### Work instruction
Exactly as written, output the lines below starting from the first and ending with the line that contains "index pip: (820, 1039)"; omit pictures.
(Beginning of Given data)
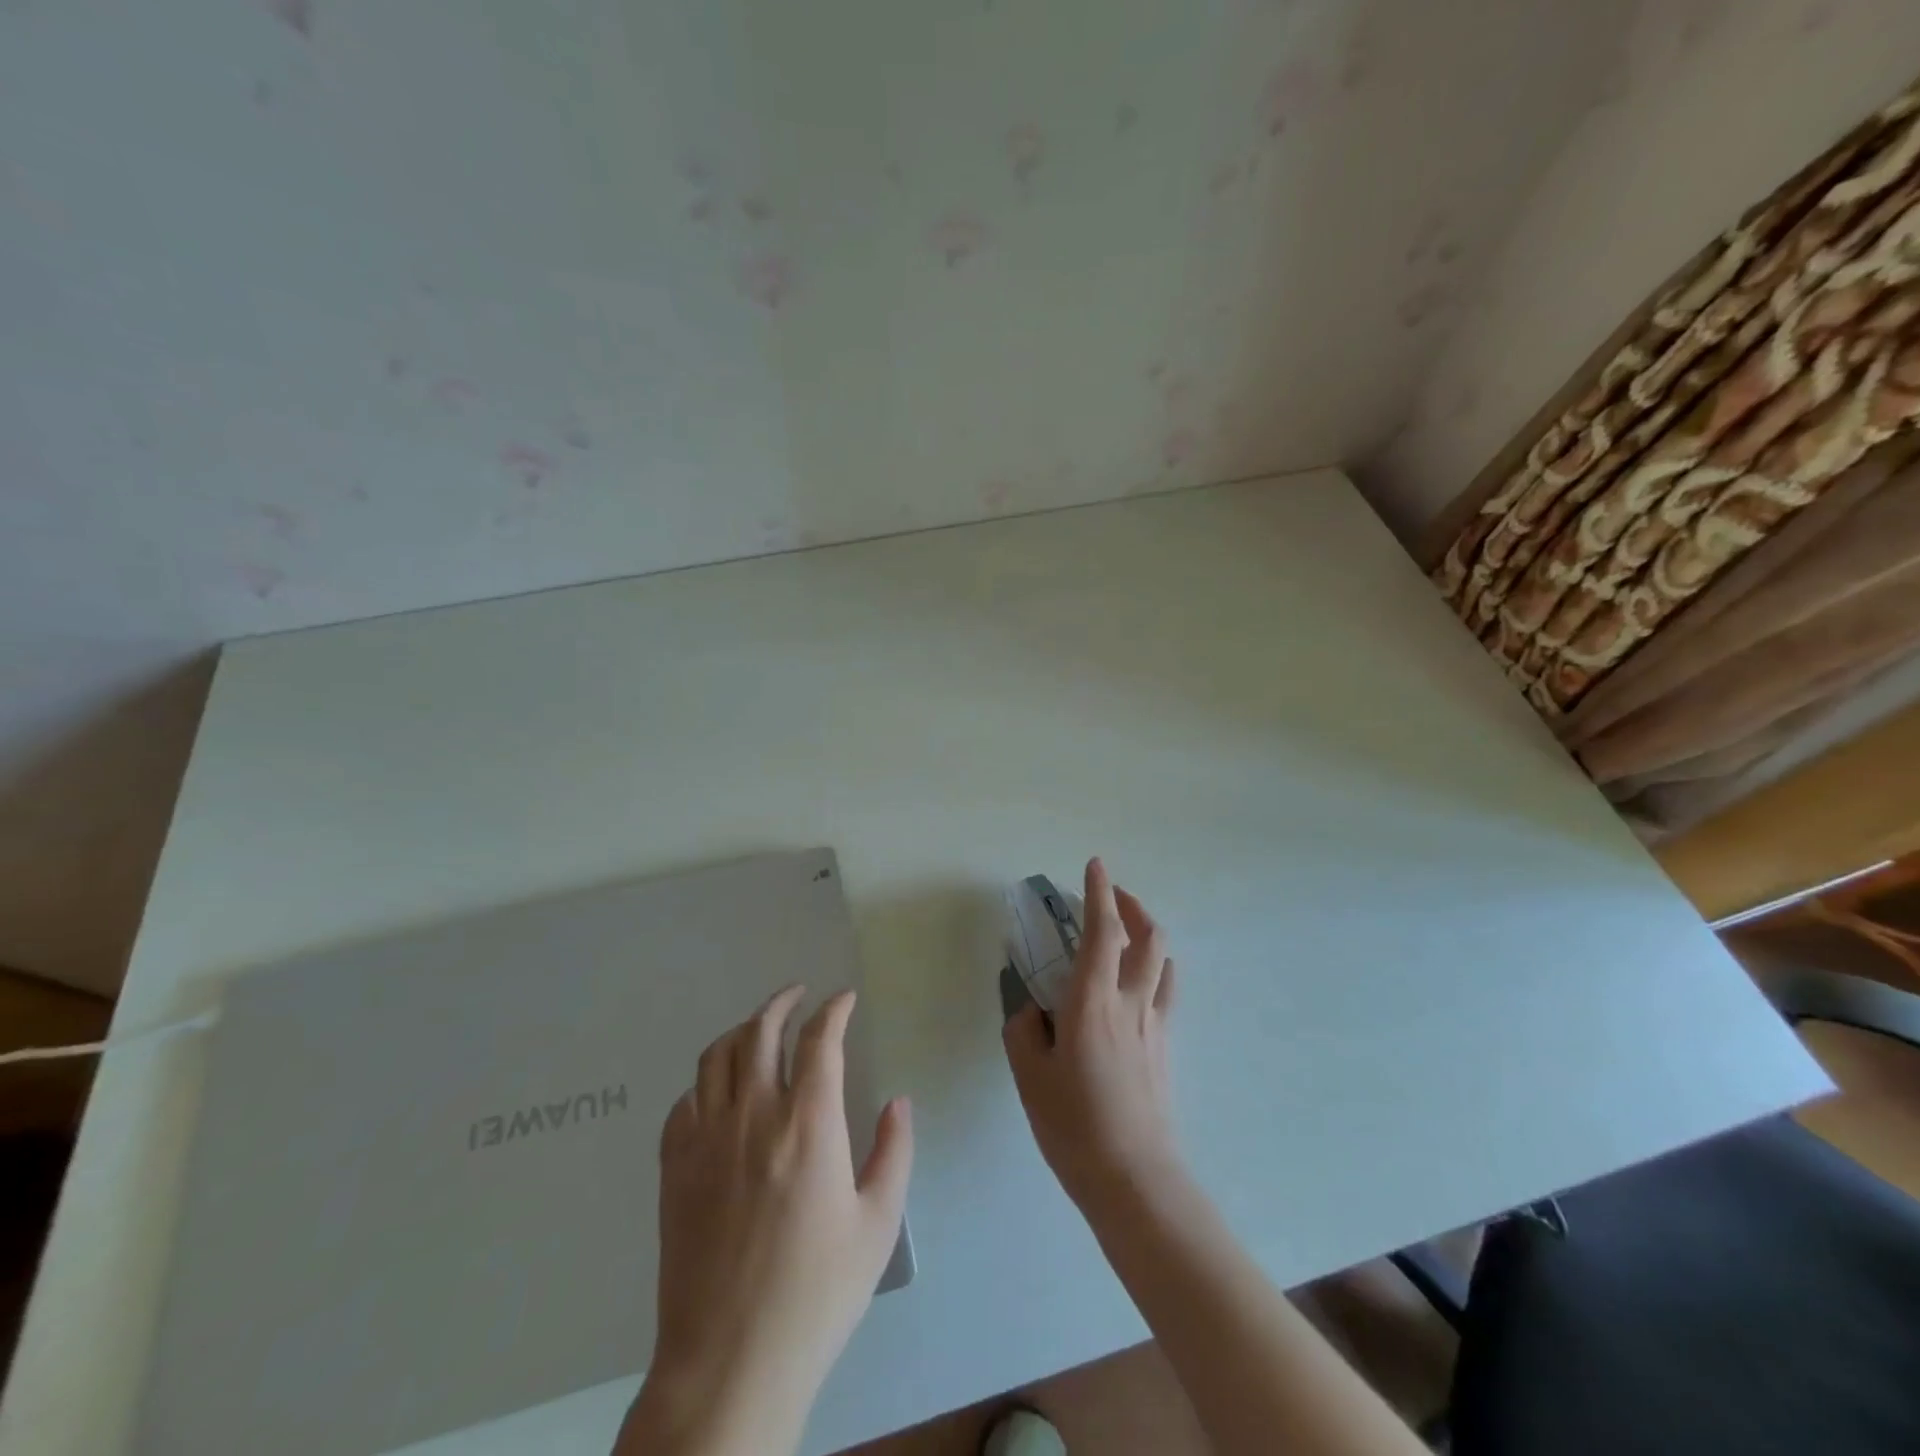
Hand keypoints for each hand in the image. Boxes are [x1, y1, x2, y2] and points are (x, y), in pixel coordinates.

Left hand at [618, 987, 912, 1455]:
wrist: (731, 1361)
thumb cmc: (817, 1293)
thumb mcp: (877, 1224)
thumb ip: (894, 1152)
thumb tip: (899, 1101)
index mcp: (809, 1124)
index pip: (820, 1039)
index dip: (835, 1009)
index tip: (845, 998)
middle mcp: (754, 1115)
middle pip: (760, 1031)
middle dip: (782, 1002)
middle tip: (799, 994)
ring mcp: (706, 1139)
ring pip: (716, 1056)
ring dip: (741, 1031)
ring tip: (759, 1029)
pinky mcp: (674, 1168)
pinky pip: (685, 1101)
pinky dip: (706, 1081)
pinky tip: (719, 1092)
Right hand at [1004, 857, 1181, 1219]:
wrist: (1134, 1178)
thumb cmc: (1074, 1124)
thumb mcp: (1030, 1075)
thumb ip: (1024, 1030)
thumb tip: (1032, 1009)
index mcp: (1092, 1001)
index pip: (1103, 931)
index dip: (1098, 893)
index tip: (1094, 865)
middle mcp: (1131, 1001)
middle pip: (1147, 936)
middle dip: (1131, 905)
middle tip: (1110, 896)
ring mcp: (1155, 1023)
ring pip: (1163, 960)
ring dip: (1147, 933)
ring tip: (1126, 931)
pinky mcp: (1165, 1046)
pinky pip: (1166, 990)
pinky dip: (1154, 967)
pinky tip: (1138, 981)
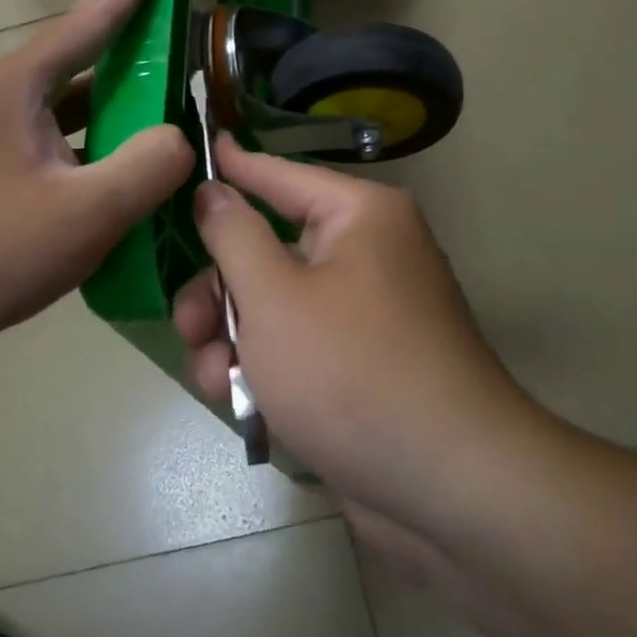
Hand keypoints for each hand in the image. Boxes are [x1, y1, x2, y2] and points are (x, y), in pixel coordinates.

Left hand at [0, 0, 194, 361]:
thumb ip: (148, 166)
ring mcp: (0, 136)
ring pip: (75, 105)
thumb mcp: (85, 210)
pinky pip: (65, 140)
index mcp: (20, 86)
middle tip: (183, 32)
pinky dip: (101, 142)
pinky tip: (130, 164)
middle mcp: (6, 98)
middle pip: (83, 58)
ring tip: (171, 100)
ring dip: (120, 101)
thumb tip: (182, 139)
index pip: (88, 20)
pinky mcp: (1, 171)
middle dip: (133, 43)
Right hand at [172, 137, 533, 528]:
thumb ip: (233, 236)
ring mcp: (365, 312)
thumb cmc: (351, 373)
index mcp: (359, 216)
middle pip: (268, 248)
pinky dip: (264, 367)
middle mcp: (367, 253)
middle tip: (189, 326)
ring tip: (212, 378)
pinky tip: (237, 400)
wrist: (447, 490)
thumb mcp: (274, 298)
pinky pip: (297, 345)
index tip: (196, 145)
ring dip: (232, 337)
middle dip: (219, 291)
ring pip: (274, 304)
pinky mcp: (361, 364)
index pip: (279, 175)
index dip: (231, 166)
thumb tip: (214, 190)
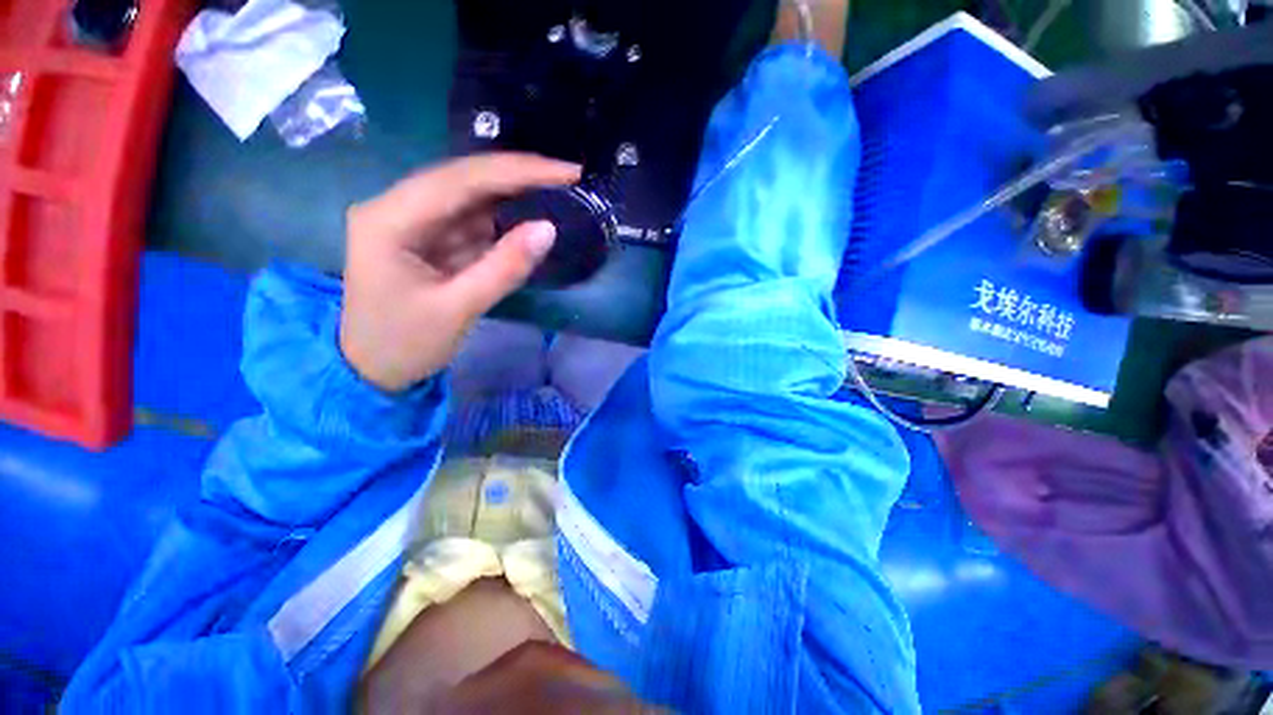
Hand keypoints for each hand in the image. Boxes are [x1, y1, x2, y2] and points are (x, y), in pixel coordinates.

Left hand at [340, 154, 579, 391]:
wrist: (373, 370)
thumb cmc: (405, 344)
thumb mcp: (459, 309)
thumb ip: (505, 268)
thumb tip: (549, 228)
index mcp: (389, 219)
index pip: (461, 180)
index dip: (518, 172)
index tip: (568, 172)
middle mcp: (397, 207)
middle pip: (465, 178)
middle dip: (519, 176)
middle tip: (570, 176)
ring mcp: (414, 221)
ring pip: (471, 195)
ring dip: (515, 193)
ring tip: (559, 190)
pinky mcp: (429, 237)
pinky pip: (471, 219)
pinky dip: (504, 217)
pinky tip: (531, 212)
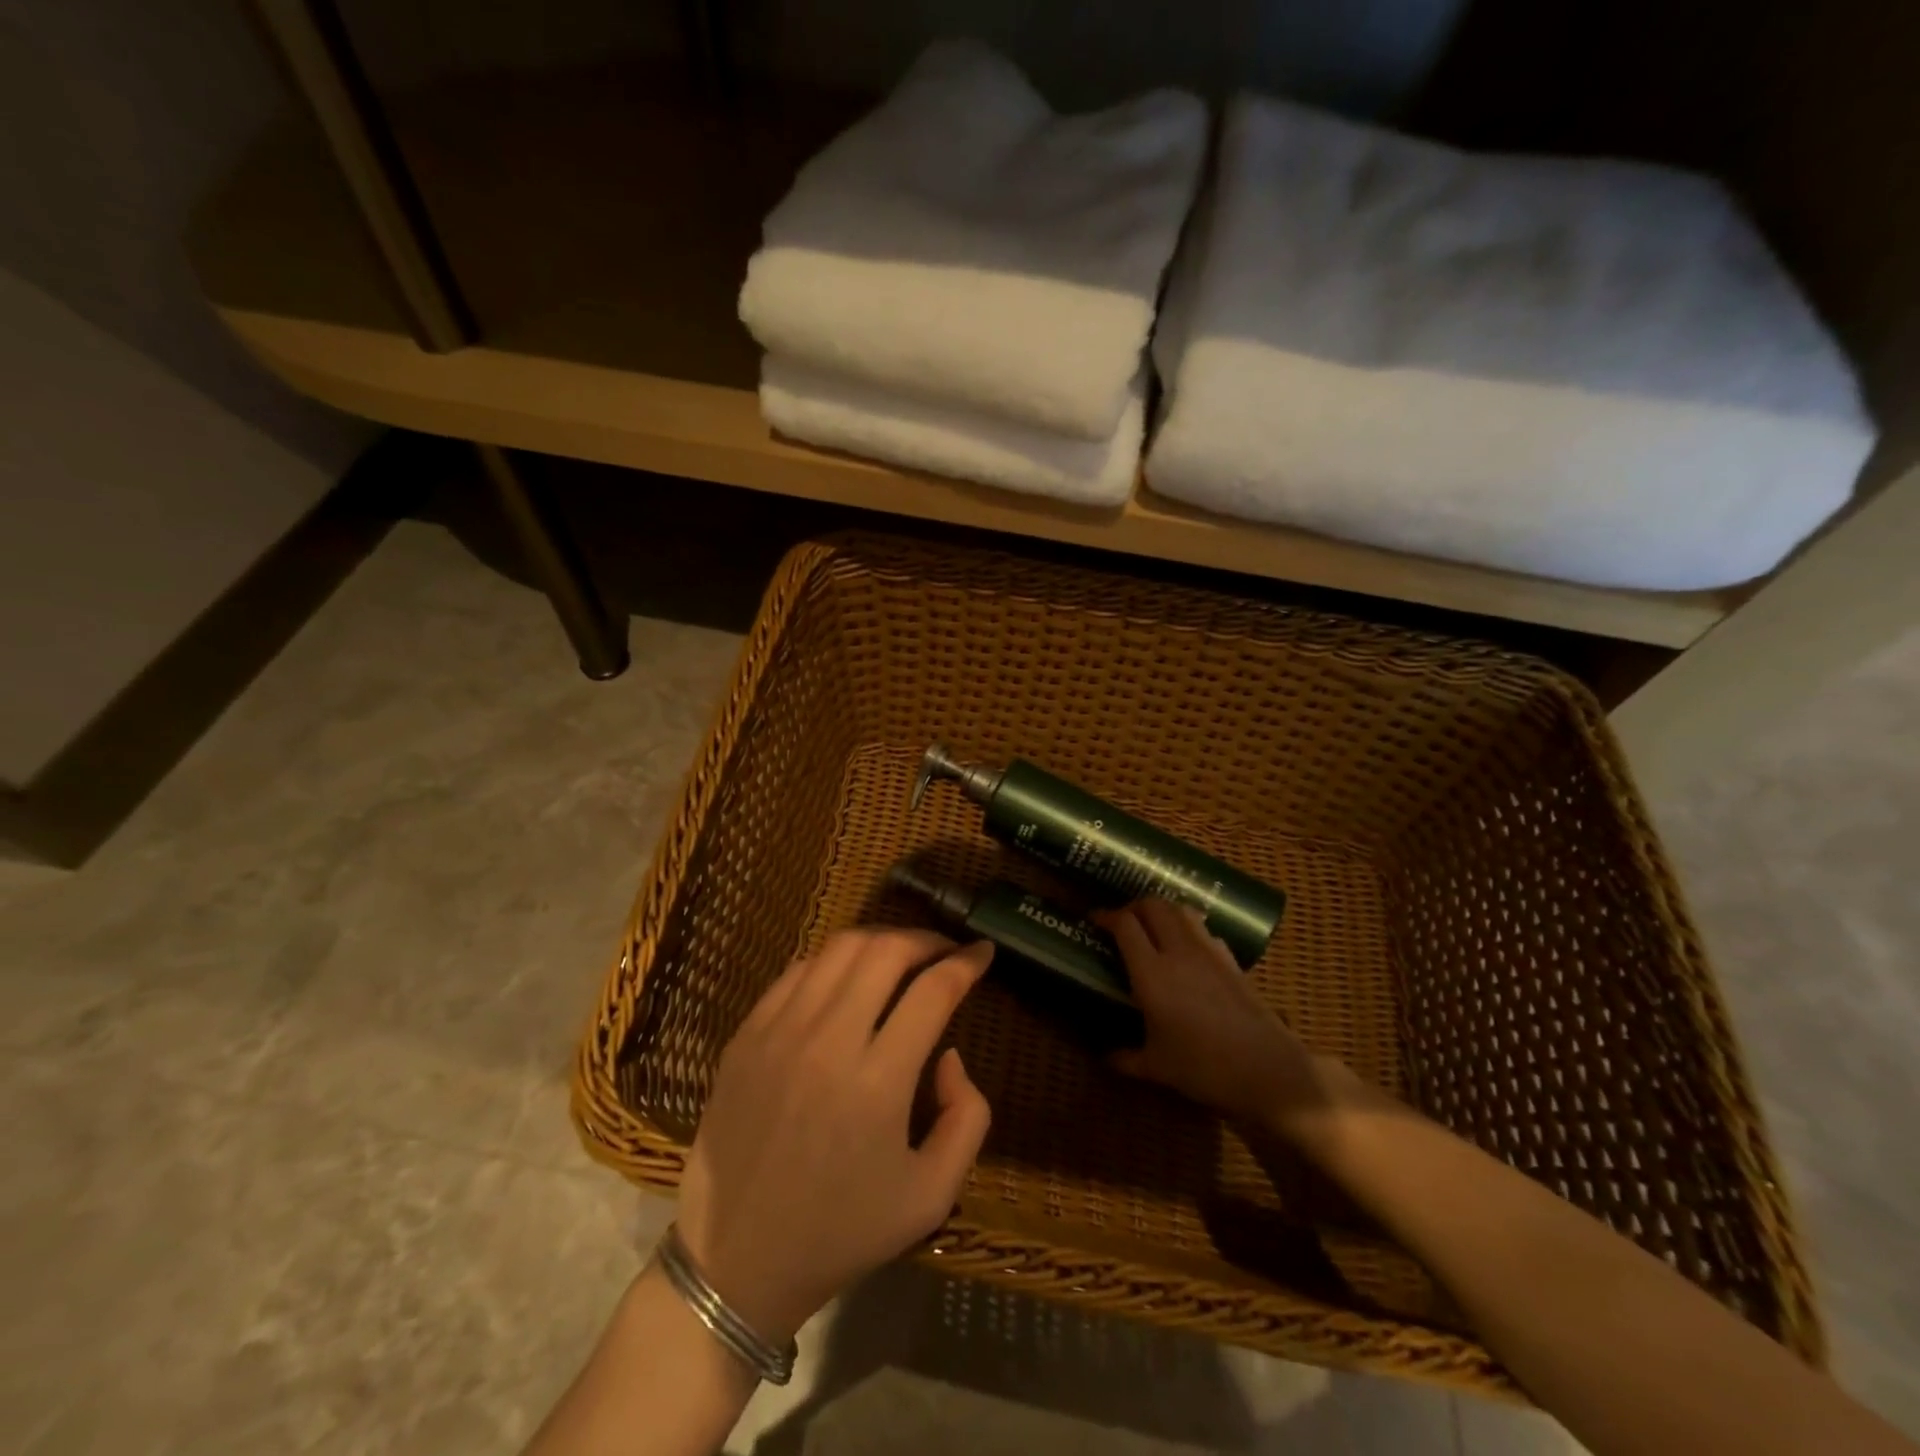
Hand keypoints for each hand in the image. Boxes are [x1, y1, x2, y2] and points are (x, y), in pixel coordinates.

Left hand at [675, 929, 994, 1344]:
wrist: (735, 1261)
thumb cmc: (841, 1233)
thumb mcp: (932, 1196)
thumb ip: (967, 1118)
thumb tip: (950, 1054)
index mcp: (878, 1083)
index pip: (933, 991)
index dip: (966, 962)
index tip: (983, 953)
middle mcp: (828, 1042)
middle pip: (885, 951)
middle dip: (926, 939)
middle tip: (945, 950)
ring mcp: (779, 1032)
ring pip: (839, 948)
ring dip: (880, 940)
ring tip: (902, 955)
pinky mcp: (746, 1034)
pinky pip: (797, 970)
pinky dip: (833, 961)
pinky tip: (848, 978)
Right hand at [1096, 899, 1341, 1135]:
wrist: (1268, 1069)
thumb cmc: (1204, 1068)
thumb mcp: (1157, 1067)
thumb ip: (1126, 1058)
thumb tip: (1105, 1057)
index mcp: (1151, 973)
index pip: (1124, 925)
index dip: (1106, 915)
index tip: (1094, 919)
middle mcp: (1178, 951)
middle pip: (1153, 905)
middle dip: (1133, 906)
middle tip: (1122, 920)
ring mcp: (1208, 951)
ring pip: (1180, 909)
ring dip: (1161, 908)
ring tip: (1151, 924)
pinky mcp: (1230, 958)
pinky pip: (1202, 928)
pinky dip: (1186, 926)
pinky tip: (1185, 947)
(End of Given data)
### Response
Hand keypoints for each hand in the image. Boxes are [x1, y1, x2, y2] and points are (x, y), in pixel coordinates.

Left hand at [618, 987, 912, 1455]:
wrist: (731, 1361)
thumb cmc: (817, 1293)
thumb mcp: (877, 1224)
thumb ip: (894, 1152)
thumb tip: (899, 1101)
index mcp: (809, 1124)
index pip: (820, 1039)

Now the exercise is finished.